Advisory Committee Chair

Allan J Zajac

Advisory Committee Members

David D Chaplin

William J Britt

Judith A Kapp

Casey T Weaver

Document Type


Date of Award


Degree Name by School

Doctor of Philosophy (PhD) Heersink School of Medicine


Interactions mediated by intercellular adhesion molecule-1 (ICAM-1) enhance both the antigenic and cytokine signals that CD8 T cells perceive, and these interactions have been suggested to be required for the formation of memory CD8 T cells. Following acute lymphocytic choriomeningitis virus (LCMV) infection of ICAM-1-/- mice, we observe elevated numbers of "effector-phenotype" (CD127lo KLRG-1hi IL-2-) virus-specific CD8 T cells well into the memory phase, while the development of memory-phenotype CD8 T cells (CD127hi KLRG-1lo IL-2 producing) is not impaired. The enhanced maintenance of effector-phenotype cells is due to ICAM-1 deficiency on non-T cell subsets, suggesting a role for ICAM-1 mediated interactions with the APC in programming efficient contraction of these cells. Although memory T cells do emerge and are maintained if ICAM-1 expression is abolished, the secondary proliferative capacity of these T cells is severely curtailed.

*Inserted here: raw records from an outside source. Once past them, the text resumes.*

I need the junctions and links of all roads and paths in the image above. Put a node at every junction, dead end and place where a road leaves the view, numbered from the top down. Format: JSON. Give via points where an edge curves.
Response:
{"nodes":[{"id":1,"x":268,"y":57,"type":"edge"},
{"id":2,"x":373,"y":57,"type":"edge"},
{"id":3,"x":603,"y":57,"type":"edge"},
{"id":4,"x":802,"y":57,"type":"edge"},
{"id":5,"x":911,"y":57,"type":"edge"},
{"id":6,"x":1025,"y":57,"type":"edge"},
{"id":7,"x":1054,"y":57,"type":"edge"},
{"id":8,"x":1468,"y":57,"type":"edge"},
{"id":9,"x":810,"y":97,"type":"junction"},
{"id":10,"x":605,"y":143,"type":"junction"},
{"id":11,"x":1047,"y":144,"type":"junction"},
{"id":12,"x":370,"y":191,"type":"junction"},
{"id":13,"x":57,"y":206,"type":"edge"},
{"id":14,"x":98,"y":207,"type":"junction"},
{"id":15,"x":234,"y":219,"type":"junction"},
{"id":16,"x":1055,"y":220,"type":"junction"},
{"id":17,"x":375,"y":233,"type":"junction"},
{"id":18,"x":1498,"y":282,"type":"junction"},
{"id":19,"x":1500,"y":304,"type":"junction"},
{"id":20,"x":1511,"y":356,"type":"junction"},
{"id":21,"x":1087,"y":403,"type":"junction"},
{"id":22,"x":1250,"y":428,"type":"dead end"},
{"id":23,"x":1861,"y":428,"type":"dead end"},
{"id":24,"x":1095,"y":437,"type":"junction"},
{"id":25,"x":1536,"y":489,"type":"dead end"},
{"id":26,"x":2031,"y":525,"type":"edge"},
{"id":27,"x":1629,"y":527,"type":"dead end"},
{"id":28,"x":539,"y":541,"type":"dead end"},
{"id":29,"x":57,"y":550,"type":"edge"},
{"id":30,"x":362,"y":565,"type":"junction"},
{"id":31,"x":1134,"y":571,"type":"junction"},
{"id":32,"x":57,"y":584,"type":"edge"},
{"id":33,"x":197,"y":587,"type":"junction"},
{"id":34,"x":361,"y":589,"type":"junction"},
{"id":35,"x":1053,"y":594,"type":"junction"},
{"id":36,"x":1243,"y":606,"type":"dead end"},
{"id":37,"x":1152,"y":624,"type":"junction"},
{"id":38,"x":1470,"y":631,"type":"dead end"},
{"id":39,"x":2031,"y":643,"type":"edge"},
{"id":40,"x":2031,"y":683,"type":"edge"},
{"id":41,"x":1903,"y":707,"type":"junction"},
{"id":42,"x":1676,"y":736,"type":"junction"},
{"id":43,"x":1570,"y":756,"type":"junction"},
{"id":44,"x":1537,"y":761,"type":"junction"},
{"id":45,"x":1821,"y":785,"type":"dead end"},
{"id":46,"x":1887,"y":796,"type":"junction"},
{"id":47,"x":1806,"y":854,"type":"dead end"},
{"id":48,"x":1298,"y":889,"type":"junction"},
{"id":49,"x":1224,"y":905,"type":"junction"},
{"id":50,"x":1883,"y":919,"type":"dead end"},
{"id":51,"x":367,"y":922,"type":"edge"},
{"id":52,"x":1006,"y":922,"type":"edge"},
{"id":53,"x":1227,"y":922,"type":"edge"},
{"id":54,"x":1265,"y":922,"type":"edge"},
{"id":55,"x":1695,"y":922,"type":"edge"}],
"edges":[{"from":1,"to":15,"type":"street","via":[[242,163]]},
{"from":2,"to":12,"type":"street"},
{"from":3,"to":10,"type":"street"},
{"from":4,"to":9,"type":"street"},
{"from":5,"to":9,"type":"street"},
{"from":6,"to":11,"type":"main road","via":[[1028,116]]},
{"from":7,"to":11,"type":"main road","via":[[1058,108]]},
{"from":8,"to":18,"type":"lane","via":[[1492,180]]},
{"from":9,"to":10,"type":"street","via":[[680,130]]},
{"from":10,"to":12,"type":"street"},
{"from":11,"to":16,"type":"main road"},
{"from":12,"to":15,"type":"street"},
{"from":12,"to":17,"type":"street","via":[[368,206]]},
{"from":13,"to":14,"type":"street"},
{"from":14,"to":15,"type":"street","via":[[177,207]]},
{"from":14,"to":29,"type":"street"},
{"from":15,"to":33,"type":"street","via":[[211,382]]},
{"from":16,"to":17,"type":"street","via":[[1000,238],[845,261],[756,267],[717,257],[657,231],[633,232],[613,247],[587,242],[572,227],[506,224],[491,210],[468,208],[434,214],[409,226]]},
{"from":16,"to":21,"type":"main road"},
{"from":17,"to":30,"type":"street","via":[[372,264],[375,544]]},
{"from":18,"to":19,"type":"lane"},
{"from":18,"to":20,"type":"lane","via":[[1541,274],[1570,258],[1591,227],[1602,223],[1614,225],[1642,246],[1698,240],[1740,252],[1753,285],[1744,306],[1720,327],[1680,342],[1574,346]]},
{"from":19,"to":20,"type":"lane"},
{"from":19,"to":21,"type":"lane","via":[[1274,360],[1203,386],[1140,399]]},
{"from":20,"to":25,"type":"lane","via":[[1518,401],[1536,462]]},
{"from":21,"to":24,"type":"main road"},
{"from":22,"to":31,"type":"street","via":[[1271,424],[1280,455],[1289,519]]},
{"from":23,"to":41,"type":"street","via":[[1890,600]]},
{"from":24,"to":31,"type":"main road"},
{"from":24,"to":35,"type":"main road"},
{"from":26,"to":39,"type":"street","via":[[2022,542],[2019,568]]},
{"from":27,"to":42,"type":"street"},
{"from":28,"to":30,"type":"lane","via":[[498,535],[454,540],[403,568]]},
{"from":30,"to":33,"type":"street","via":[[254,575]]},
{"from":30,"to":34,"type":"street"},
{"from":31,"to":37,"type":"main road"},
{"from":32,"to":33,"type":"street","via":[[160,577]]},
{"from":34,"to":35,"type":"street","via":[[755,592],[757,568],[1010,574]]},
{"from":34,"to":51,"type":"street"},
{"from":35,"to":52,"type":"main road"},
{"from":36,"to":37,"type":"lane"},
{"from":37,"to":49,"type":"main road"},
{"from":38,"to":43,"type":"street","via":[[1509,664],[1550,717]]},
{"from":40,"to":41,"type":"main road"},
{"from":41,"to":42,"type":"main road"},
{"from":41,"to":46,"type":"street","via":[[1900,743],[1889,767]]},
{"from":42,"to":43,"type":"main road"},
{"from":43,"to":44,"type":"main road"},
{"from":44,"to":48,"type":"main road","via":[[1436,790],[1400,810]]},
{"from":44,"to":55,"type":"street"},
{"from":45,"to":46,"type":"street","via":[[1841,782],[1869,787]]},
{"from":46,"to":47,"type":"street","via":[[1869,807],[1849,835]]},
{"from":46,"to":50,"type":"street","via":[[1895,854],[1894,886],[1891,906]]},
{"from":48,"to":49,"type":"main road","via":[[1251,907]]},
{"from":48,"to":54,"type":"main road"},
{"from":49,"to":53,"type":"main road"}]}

During chronic infections the development of T cell memory is corrupted as the responding cells succumb to exhaustion and possible deletion. Following chronic LCMV clone-13 infection, greater numbers of functional virus-specific CD8 T cells are observed in the tissues and secondary lymphoid organs of ICAM-1-/- mice, suggesting a role for ICAM-1 in the exhaustion of these responses. We propose a model in which ICAM-1 acts to fine tune the immune response to both low and high doses of antigen, by operating to enhance weak but restrict strong responses. In the case of infections, we propose that ICAM-1 interactions serve to further drive activation of the CD8 T cells resulting in terminal differentiation or exhaustion of the CD8 T cells and programming the downsizing of the effector response.